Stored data
::::

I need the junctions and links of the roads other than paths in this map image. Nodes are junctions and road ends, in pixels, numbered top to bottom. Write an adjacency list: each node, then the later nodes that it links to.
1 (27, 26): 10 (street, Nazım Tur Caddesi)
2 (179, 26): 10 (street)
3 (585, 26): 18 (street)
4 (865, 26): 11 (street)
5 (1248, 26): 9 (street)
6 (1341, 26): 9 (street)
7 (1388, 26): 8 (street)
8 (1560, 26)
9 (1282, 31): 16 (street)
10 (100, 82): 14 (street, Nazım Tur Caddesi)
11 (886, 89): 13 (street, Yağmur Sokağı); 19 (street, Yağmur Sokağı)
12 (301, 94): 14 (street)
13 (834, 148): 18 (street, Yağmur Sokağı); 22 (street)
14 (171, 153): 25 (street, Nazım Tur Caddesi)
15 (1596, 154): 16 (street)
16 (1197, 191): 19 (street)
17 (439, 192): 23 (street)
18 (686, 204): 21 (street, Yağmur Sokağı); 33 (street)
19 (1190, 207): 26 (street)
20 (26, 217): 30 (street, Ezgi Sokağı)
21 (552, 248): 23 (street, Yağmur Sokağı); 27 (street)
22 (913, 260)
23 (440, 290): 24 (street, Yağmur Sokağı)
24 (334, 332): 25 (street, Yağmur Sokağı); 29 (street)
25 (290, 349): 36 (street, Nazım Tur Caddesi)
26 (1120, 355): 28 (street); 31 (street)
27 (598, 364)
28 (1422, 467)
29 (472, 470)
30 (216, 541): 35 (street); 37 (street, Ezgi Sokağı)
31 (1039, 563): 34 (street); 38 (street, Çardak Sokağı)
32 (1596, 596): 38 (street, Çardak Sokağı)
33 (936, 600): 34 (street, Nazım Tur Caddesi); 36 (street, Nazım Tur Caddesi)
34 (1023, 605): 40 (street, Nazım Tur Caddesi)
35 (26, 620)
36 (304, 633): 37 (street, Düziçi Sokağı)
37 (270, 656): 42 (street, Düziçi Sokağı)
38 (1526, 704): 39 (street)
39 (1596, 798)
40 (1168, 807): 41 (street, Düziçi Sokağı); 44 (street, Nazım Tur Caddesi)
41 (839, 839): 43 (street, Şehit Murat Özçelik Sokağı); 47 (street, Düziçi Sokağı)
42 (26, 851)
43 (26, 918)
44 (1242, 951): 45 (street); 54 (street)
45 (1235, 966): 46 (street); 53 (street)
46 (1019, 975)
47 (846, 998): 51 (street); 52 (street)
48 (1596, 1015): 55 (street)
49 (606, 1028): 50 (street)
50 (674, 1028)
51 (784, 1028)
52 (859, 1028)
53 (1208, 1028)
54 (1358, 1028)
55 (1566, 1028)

::::

Keeping every line exactly as it is, copy all the records.

I need the junctions and links of the roads other than paths in this map image. Nodes are junctions and road ends, in pixels, numbered top to bottom. Write an adjacency list: each node, then the later nodes that it links to.
1 (27, 26): 10 (street, Nazım Tur Caddesi)
2 (179, 26): 10 (street)
3 (585, 26): 18 (street)
4 (865, 26): 11 (street)
5 (1248, 26): 9 (street)
6 (1341, 26): 9 (street)
7 (1388, 26): 8 (street)
8 (1560, 26)
9 (1282, 31): 16 (street)
10 (100, 82): 14 (street, Nazım Tur Caddesi)
11 (886, 89): 13 (street, Yağmur Sokağı); 19 (street, Yağmur Sokağı)
12 (301, 94): 14 (street)
13 (834, 148): 18 (street, Yağmur Sokağı); 22 (street)
14 (171, 153): 25 (street, Nazım Tur Caddesi)
15 (1596, 154): 16 (street)
16 (1197, 191): 19 (street)
17 (439, 192): 23 (street)
18 (686, 204): 21 (street, Yağmur Sokağı); 33 (street)
19 (1190, 207): 26 (street)
20 (26, 217): 30 (street, Ezgi Sokağı)
21 (552, 248): 23 (street, Yağmur Sokağı); 27 (street)
22 (913, 260)
23 (440, 290): 24 (street, Yağmur Sokağı)
24 (334, 332): 25 (street, Yağmur Sokağı); 29 (street)
25 (290, 349): 36 (street, Nazım Tur Caddesi)
26 (1120, 355): 28 (street); 31 (street)
27 (598, 364)
28 (1422, 467)
29 (472, 470)
30 (216, 541): 35 (street); 37 (street, Ezgi Sokağı)
31 (1039, 563): 34 (street); 38 (street, Çardak Sokağı)
32 (1596, 596): 38 (street, Çardak Sokağı)
33 (936, 600): 34 (street, Nazım Tur Caddesi); 36 (street, Nazım Tur Caddesi)
34 (1023, 605): 40 (street, Nazım Tur Caddesi)
35 (26, 620)
36 (304, 633): 37 (street, Düziçi Sokağı)
37 (270, 656): 42 (street, Düziçi Sokağı)
38 (1526, 704): 39 (street)
39 (1596, 798)
40 (1168, 807): 41 (street, Düziçi Sokağı); 44 (street, Nazım Tur Caddesi)
41 (839, 839): 43 (street, Şehit Murat Özçelik Sokağı); 47 (street, Düziçi Sokağı)
42 (26, 851)
43 (26, 918)
44 (1242, 951): 45 (street); 54 (street)
45 (1235, 966): 46 (street); 53 (street)
46 (1019, 975)
47 (846, 998): 51 (street); 52 (street)
48 (1596, 1015): 55 (street)
49 (606, 1028): 50 (street)
50 (674, 1028)
51 (784, 1028)
52 (859, 1028)
53 (1208, 1028)
54 (1358, 1028)
55 (1566, 1028)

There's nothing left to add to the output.